→ PROMPT
Please output the section of the listing below that opens with the line containing "index dip: (580, 226)" and closes with the line containing "pinky tip: (576, 321)", exactly and with nothing else.

→ INPUT DATA
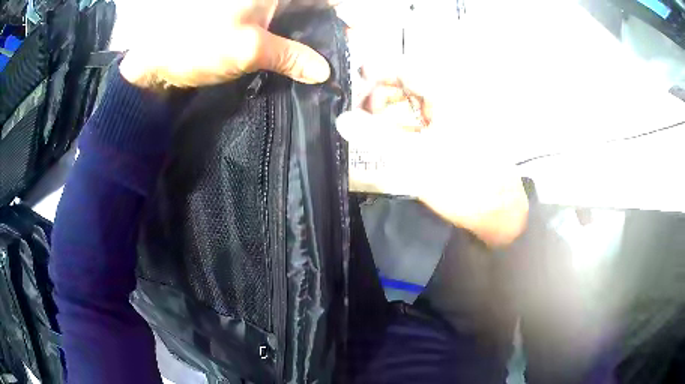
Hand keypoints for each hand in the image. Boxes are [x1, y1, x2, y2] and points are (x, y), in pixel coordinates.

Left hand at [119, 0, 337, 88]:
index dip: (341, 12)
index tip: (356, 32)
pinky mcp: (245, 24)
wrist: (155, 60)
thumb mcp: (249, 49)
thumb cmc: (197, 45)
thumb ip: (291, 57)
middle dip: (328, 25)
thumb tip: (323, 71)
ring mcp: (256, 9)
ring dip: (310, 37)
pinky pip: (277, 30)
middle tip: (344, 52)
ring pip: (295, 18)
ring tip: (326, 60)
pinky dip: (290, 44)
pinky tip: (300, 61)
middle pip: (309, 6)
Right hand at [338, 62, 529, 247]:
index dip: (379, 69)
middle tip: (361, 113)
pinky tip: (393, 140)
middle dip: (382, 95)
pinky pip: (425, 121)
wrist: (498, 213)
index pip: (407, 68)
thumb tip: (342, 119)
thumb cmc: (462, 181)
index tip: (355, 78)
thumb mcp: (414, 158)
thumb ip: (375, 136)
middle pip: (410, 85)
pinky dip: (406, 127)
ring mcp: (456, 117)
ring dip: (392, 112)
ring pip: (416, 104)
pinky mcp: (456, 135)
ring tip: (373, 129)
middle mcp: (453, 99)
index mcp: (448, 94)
* * *
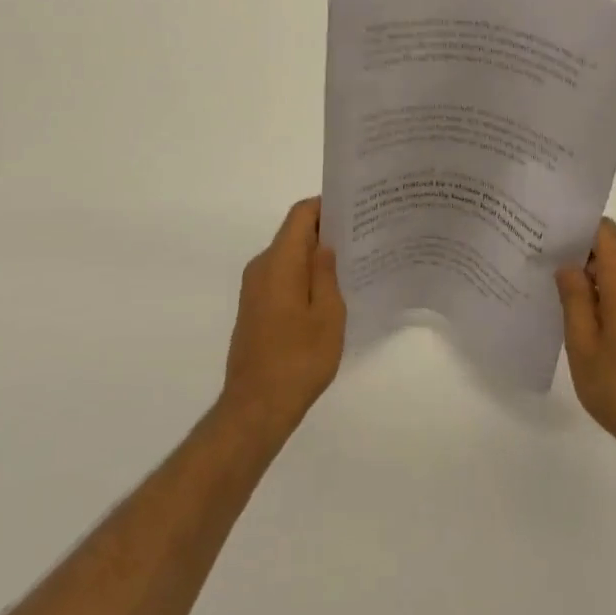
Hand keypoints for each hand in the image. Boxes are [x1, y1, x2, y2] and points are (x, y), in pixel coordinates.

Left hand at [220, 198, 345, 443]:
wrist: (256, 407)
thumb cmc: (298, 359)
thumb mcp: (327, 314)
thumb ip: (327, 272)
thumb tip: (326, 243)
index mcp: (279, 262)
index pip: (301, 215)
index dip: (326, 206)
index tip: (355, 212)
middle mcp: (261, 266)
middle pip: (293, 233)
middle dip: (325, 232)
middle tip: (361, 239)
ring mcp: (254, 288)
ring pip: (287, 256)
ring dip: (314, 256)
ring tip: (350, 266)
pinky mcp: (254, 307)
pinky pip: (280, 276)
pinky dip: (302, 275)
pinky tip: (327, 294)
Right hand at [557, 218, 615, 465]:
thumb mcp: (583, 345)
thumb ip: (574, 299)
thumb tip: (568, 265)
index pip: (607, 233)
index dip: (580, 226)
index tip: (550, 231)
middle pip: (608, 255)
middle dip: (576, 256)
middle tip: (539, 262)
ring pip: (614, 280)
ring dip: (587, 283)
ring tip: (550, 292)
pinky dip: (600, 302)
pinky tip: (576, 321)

→ REPLY
index dip: (580, 226)
index tip: (550, 231)
middle pip: (608, 255)
middle dip: (576, 256)
middle tip: (539, 262)
ring pip: (614, 280)
ring dip: (587, 283)
ring tip: (550, 292)
pinky dip: (600, 302)
pinky tip: (576, 321)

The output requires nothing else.